* Work item *
A single number is the answer here: how many lines below include "ซอยจร"?

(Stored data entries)

-- Opening Marker --

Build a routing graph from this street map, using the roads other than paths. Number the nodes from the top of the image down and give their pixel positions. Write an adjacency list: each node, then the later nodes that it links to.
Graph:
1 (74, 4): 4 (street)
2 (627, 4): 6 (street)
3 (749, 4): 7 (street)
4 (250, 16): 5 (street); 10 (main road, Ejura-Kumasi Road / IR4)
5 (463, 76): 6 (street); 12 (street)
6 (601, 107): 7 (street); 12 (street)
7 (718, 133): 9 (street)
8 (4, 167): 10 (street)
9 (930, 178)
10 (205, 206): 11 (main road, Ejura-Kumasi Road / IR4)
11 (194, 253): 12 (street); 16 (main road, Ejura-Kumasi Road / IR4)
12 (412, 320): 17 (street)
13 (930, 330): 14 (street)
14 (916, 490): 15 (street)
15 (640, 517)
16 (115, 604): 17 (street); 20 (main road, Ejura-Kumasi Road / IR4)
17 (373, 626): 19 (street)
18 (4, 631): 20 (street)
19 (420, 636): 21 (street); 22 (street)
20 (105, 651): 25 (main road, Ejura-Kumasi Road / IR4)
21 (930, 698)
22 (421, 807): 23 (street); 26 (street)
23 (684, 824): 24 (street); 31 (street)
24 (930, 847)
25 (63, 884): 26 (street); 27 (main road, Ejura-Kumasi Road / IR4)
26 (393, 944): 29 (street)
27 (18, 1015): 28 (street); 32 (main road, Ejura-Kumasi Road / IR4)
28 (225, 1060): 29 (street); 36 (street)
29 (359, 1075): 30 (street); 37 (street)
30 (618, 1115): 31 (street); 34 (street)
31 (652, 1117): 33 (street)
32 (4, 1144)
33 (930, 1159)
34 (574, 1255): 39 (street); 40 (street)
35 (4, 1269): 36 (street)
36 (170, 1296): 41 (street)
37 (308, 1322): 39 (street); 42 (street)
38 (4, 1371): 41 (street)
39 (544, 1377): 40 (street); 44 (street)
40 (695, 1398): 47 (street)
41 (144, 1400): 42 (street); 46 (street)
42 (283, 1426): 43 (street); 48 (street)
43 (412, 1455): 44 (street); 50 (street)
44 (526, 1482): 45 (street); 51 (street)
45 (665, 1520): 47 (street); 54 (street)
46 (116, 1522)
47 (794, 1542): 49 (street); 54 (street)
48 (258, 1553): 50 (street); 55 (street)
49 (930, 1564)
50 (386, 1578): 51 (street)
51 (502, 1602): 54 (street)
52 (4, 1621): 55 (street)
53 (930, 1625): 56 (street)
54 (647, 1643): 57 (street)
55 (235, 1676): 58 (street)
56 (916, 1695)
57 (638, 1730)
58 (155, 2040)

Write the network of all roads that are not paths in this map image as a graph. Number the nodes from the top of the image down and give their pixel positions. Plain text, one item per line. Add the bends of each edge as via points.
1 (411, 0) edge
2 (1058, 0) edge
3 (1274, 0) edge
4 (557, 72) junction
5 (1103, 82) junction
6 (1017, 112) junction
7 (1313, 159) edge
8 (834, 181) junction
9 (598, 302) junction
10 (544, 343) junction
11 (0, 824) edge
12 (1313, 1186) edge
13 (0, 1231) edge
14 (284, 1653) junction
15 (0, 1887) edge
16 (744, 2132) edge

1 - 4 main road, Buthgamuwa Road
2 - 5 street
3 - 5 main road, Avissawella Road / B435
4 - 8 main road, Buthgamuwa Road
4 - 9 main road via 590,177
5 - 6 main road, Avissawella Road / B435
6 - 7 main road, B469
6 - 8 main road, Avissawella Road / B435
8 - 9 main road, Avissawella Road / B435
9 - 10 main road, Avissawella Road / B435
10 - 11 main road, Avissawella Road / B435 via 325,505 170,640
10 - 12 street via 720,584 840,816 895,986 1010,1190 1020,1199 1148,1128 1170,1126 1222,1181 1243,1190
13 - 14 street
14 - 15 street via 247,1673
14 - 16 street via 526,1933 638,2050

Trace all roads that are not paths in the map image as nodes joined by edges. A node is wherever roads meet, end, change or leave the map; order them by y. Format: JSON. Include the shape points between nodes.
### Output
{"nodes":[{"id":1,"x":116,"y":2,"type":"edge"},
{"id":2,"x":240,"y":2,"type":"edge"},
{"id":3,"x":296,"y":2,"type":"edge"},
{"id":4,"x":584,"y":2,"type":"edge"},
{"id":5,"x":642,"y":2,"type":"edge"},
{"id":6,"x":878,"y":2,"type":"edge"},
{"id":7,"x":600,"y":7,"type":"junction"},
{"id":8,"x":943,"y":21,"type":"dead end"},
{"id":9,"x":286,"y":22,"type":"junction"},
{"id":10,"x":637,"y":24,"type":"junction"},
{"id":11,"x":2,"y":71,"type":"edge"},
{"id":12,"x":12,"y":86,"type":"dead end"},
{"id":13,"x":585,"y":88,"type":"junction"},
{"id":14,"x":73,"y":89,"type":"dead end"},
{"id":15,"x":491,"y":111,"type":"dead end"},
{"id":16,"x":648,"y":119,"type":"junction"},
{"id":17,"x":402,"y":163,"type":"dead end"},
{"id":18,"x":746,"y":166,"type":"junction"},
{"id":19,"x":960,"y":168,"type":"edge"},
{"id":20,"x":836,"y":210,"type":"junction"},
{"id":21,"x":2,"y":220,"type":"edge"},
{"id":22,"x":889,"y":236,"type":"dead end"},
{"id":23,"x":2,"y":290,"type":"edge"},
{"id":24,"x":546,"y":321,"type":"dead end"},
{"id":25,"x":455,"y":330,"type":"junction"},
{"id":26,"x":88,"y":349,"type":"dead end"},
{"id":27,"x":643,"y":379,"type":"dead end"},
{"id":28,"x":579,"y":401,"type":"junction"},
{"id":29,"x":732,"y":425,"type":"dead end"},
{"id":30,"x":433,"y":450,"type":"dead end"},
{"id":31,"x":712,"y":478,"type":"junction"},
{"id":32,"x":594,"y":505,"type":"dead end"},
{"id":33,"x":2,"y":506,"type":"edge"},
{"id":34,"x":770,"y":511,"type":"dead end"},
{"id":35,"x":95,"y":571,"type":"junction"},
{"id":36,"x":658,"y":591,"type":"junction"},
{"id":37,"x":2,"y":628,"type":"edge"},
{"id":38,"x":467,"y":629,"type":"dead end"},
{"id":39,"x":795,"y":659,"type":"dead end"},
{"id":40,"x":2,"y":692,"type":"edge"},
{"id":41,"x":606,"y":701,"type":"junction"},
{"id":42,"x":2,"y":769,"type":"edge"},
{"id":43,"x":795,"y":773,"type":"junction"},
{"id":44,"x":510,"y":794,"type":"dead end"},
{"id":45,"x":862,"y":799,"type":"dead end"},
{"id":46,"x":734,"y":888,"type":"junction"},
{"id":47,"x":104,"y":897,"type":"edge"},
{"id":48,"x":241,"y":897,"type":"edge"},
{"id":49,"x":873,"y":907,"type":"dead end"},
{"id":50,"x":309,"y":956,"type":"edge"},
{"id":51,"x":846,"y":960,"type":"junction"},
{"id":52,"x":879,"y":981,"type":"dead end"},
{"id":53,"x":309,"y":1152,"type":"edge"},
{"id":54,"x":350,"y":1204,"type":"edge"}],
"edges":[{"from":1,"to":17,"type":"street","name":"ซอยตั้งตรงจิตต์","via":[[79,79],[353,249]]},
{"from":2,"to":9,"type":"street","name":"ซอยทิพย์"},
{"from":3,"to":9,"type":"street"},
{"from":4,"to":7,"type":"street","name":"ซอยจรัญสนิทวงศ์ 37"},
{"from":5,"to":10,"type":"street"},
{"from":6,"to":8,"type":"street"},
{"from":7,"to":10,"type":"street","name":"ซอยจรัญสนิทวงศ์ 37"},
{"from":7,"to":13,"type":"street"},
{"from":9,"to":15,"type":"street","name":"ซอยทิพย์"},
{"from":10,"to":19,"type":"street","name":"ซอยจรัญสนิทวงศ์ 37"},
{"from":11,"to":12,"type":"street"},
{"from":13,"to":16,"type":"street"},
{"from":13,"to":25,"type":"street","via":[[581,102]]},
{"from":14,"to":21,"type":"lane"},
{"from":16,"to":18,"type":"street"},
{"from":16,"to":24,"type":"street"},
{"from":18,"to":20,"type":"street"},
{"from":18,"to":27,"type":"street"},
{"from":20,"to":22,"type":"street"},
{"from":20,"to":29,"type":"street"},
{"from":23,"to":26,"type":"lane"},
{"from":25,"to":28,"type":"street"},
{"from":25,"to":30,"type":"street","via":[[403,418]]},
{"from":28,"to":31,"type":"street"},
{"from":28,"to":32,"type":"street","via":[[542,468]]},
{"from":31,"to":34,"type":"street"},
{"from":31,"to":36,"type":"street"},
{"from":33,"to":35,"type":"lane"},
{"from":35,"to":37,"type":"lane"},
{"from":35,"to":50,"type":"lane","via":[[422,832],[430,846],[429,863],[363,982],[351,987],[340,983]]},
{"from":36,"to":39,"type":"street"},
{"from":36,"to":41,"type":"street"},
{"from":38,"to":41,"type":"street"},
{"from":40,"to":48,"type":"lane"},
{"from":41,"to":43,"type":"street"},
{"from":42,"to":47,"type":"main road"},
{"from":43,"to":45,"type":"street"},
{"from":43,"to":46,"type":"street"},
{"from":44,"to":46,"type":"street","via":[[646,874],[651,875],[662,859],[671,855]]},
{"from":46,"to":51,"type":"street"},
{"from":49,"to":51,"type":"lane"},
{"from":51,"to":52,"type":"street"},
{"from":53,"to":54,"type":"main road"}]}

-- Closing Marker --

* Answer *
3